If you keep weight ($W$) constant, the total lift ($L$) does not change with change in airspeed ($V$). $L=W$ for quasi-steady flight, right?

What is changed is the lift coefficient, $C_L$. As speed increases, $C_L$ decreases. Induced drag coefficient ($C_{D_i}$) is related to the square of lift coefficient:

$$C_{D_i}=\frac{1}{\pi e A}C_L^2$$

where $e$ is the efficiency factor (related to wing shape), and $A$ is aspect ratio.

The total induced drag ($D_i$) as a function of speed is:

$$D_i=\frac{2W^2}{\rho V^2 S \pi eA}=\frac{2W^2}{\rho V^2 \pi eb^2}$$

where $b$ is the wing span, $\rho$ is air density and $S$ is the wing reference area. As you can see, the induced drag itself decreases with increasing airspeed for constant weight.

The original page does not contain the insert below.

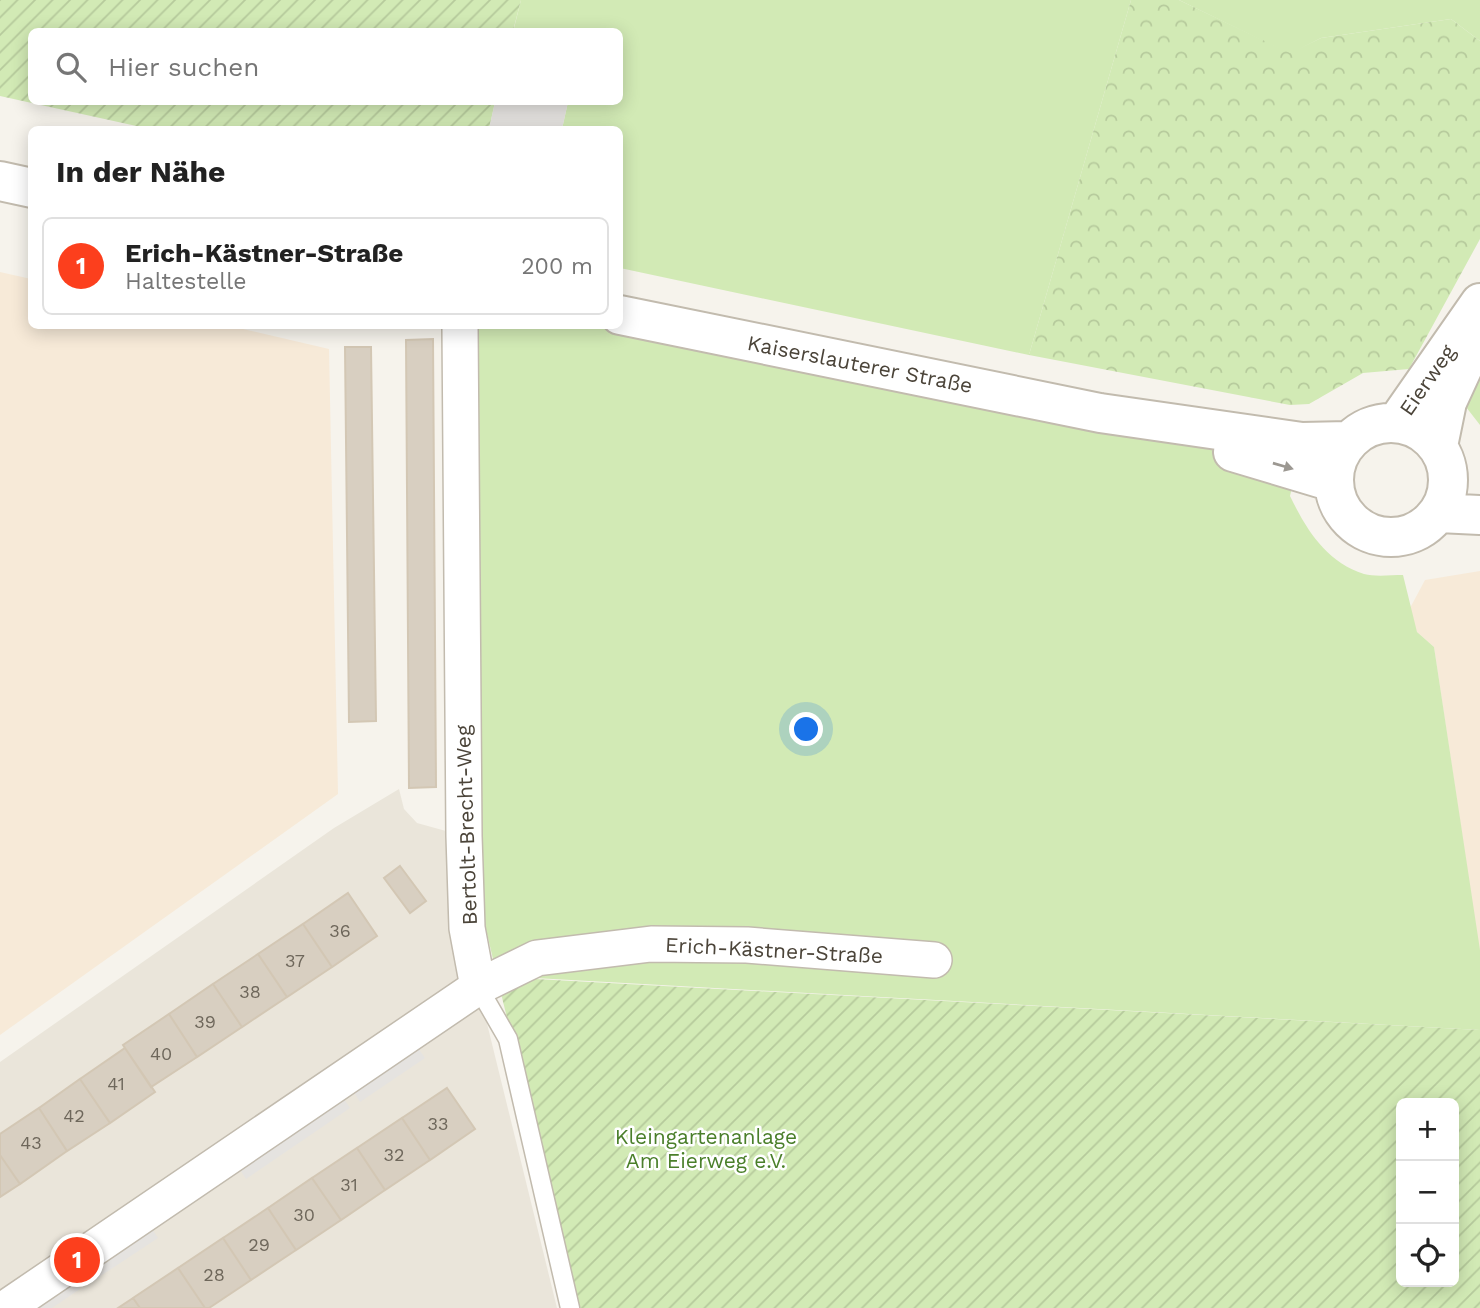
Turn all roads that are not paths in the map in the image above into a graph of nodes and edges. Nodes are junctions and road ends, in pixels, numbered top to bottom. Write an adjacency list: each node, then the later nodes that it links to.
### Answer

Higher Aspect ratio wings generates greater lift but creates less induced drag

Higher aspect ratio wing does not generate greater lift. It just generates more efficient lift, where efficiency here means less induced drag (see first equation, notice how $C_{D_i}$ decreases with increasing $A$). Note: efficiency here ignores structural penalties, skin friction drag and stall characteristics, which are adversely impacted with higher aspect ratio.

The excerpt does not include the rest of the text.